• Action item: Look through the records below, and copy out every line that holds the string "Kaler".

• Supplied material:
#####

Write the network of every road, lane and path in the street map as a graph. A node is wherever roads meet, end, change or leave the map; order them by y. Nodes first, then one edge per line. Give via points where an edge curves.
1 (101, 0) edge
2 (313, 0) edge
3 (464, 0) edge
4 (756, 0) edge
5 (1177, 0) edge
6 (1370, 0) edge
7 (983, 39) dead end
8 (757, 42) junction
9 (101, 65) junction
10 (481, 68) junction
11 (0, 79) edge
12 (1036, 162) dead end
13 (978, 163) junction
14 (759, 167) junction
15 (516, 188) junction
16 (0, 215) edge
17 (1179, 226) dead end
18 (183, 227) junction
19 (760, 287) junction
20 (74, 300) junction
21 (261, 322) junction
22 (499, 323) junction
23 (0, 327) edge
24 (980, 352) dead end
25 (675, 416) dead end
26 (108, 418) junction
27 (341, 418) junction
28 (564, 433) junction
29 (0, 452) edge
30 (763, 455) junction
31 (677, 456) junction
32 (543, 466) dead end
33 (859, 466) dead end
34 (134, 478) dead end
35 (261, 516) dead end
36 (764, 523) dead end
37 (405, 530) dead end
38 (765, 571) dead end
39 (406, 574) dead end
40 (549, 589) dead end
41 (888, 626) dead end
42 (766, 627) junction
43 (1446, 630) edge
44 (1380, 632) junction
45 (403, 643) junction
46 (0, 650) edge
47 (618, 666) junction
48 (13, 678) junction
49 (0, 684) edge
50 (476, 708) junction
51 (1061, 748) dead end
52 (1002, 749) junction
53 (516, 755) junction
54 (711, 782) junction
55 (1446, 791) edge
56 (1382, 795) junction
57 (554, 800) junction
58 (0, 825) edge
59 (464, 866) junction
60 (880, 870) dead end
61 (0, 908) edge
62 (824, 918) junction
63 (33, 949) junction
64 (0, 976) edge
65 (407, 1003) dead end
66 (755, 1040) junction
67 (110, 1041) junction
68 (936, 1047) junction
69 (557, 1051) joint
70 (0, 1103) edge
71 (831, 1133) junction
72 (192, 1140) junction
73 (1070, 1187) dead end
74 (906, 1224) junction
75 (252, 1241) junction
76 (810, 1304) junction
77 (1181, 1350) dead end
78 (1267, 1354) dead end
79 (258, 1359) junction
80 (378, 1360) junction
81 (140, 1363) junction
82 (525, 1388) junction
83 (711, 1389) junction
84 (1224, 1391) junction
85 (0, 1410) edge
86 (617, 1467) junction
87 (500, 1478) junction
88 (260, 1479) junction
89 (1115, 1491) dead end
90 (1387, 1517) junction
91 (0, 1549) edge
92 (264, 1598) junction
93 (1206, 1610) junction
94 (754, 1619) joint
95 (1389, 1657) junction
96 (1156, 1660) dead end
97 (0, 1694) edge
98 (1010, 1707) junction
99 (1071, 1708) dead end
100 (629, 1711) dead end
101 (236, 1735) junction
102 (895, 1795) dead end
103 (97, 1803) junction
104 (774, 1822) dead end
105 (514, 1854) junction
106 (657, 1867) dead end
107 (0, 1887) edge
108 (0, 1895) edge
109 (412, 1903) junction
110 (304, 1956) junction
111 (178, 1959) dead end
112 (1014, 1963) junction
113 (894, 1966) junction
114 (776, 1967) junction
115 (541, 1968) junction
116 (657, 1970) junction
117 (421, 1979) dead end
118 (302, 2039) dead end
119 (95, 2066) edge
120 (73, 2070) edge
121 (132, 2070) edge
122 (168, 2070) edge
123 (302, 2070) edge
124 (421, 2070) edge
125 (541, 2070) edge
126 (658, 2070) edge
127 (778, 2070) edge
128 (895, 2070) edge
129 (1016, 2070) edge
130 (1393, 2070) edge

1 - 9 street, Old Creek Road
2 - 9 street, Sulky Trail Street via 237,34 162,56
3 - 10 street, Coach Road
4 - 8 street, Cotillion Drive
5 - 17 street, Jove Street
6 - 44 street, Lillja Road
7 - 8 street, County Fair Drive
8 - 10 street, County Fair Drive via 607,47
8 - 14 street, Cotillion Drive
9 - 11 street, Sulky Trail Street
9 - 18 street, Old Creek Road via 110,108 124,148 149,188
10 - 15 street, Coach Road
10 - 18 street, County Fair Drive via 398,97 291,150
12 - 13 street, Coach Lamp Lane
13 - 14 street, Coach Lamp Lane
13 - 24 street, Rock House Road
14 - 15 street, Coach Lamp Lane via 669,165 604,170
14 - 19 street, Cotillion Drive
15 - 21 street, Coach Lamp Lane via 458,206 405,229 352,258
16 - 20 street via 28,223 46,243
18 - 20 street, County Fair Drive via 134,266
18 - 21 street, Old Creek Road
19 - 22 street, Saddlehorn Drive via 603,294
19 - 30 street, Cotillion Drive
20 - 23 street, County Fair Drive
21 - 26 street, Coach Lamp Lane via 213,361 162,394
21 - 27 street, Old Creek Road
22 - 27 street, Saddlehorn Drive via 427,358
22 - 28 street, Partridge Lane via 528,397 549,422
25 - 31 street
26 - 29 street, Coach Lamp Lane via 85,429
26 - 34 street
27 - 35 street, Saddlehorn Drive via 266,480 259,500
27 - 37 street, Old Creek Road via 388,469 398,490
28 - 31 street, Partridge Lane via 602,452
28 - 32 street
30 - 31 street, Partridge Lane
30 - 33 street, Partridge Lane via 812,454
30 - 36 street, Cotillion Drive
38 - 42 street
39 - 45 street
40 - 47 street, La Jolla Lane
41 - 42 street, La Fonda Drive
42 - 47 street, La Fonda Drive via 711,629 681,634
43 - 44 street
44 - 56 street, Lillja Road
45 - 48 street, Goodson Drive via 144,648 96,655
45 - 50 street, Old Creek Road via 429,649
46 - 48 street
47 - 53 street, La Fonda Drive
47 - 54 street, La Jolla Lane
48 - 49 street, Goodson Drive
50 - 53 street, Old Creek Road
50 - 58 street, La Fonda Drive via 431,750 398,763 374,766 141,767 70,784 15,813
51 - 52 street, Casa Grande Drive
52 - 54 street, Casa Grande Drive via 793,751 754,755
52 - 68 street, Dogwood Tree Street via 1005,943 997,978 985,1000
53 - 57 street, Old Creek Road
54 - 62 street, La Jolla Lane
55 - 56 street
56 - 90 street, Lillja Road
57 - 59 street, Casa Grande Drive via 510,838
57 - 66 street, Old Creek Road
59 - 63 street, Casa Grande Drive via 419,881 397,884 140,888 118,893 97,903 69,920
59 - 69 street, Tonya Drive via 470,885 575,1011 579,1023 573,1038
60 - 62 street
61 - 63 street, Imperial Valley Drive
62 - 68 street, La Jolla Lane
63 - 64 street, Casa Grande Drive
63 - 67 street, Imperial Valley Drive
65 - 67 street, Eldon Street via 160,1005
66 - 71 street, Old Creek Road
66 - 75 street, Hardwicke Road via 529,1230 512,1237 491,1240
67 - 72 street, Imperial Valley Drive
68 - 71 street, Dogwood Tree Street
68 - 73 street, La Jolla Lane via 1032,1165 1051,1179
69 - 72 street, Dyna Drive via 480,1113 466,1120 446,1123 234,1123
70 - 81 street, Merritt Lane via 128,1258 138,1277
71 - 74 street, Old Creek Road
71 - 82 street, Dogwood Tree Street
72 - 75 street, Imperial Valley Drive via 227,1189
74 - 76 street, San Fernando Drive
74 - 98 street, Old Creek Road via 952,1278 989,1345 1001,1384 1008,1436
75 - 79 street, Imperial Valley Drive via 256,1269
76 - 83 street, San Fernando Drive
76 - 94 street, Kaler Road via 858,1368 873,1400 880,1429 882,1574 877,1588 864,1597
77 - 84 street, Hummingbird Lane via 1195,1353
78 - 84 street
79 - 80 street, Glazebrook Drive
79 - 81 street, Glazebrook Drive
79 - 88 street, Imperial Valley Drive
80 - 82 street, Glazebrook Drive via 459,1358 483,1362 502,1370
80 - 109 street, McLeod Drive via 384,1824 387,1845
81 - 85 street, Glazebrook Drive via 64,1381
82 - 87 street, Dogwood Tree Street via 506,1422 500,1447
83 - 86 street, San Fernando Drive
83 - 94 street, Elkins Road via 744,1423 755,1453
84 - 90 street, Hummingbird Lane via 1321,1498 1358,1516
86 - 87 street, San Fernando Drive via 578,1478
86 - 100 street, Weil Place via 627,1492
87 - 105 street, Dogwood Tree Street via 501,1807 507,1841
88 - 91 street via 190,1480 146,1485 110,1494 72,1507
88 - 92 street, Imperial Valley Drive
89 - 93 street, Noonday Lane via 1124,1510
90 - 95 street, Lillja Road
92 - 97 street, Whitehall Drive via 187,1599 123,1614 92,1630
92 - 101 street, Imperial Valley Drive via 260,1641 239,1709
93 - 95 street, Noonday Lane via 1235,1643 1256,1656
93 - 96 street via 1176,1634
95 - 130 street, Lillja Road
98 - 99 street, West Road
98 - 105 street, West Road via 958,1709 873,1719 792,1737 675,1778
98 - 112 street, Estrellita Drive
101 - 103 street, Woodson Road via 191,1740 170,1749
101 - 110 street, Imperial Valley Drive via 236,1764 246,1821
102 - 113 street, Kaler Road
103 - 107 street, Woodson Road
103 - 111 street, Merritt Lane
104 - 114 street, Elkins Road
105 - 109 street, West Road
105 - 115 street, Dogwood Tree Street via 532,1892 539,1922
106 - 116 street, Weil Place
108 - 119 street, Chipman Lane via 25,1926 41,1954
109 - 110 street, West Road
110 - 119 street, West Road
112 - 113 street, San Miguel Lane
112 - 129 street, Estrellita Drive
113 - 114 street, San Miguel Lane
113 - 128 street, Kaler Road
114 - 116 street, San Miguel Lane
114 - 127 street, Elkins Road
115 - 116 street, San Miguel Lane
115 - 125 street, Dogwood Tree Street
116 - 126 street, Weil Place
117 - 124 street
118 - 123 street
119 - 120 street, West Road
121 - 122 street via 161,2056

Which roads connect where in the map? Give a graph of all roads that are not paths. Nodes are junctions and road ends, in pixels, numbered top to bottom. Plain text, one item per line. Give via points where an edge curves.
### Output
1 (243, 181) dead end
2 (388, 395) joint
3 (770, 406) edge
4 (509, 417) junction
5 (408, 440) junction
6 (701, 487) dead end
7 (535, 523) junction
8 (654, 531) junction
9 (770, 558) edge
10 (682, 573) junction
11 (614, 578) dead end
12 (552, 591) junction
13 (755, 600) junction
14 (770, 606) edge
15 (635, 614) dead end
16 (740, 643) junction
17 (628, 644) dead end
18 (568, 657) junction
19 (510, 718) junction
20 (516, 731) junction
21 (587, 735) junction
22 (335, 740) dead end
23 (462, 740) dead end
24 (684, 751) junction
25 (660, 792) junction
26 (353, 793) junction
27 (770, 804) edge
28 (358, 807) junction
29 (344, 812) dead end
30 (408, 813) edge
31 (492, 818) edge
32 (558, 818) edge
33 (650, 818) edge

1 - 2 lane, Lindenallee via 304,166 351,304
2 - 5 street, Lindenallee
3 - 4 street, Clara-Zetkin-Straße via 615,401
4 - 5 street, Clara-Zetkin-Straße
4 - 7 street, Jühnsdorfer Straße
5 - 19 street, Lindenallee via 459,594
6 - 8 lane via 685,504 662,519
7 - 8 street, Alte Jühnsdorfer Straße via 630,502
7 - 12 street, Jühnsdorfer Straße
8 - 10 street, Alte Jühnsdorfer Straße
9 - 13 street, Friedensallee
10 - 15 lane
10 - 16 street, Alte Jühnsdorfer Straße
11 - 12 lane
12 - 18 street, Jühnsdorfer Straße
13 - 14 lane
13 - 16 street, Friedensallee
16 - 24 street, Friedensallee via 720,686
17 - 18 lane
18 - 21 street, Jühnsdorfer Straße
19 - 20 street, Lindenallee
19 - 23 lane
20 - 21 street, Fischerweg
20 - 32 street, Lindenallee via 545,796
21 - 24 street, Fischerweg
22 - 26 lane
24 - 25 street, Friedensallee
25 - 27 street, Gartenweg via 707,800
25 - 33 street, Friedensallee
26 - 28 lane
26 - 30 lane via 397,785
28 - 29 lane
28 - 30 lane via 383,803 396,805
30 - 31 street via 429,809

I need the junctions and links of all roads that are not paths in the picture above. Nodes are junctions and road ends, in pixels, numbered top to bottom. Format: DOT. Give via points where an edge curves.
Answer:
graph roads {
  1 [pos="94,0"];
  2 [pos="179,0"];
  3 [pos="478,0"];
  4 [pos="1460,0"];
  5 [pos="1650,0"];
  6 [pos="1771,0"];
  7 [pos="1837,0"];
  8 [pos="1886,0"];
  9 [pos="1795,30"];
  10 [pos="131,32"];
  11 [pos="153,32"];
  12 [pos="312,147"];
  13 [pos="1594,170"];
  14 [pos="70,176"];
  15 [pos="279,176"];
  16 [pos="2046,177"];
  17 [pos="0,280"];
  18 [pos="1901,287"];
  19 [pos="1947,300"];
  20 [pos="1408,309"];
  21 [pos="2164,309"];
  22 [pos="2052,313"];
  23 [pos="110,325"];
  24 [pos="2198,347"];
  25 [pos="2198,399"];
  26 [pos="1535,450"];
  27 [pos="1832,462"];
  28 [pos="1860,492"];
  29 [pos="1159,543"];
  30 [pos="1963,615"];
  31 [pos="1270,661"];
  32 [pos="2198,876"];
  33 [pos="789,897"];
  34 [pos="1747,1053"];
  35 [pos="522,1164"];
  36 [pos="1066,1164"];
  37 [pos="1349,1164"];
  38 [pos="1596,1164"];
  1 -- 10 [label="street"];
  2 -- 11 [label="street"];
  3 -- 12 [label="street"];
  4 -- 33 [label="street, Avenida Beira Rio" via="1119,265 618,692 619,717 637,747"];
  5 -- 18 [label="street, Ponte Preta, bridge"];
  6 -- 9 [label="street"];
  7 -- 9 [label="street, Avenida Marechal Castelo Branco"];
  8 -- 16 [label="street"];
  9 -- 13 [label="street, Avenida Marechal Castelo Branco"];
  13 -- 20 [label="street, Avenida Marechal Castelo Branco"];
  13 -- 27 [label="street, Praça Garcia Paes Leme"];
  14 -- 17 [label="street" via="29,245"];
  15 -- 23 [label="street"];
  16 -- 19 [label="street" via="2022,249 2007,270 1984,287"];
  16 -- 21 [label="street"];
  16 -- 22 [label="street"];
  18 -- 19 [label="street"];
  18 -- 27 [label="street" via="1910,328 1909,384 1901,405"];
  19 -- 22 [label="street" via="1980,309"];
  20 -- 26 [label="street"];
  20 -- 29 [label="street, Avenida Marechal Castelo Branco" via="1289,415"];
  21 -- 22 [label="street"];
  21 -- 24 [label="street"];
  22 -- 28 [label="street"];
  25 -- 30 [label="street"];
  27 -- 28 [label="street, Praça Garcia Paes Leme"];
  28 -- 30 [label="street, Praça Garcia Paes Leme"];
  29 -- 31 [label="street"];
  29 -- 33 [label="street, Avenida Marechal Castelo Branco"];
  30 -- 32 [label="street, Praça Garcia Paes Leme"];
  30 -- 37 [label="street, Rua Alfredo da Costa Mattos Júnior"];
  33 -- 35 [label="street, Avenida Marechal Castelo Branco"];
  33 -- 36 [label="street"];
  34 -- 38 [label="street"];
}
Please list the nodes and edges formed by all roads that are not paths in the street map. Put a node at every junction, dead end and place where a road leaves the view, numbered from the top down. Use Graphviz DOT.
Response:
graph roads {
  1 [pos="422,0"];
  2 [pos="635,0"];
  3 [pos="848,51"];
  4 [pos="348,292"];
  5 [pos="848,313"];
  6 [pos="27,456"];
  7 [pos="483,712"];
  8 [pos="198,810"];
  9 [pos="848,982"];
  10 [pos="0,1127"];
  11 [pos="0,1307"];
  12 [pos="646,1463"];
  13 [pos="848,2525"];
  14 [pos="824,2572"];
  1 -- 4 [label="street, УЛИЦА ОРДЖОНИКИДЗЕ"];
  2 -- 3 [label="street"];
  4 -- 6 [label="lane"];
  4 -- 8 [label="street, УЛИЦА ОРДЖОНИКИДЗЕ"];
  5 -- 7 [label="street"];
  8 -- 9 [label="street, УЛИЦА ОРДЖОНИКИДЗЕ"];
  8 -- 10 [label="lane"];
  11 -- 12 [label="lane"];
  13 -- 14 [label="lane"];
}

#####

• Response:
76 - 94 street, Kaler Road via 858,1368 873,1400 880,1429 882,1574 877,1588 864,1597
102 - 113 street, Kaler Road
113 - 128 street, Kaler Road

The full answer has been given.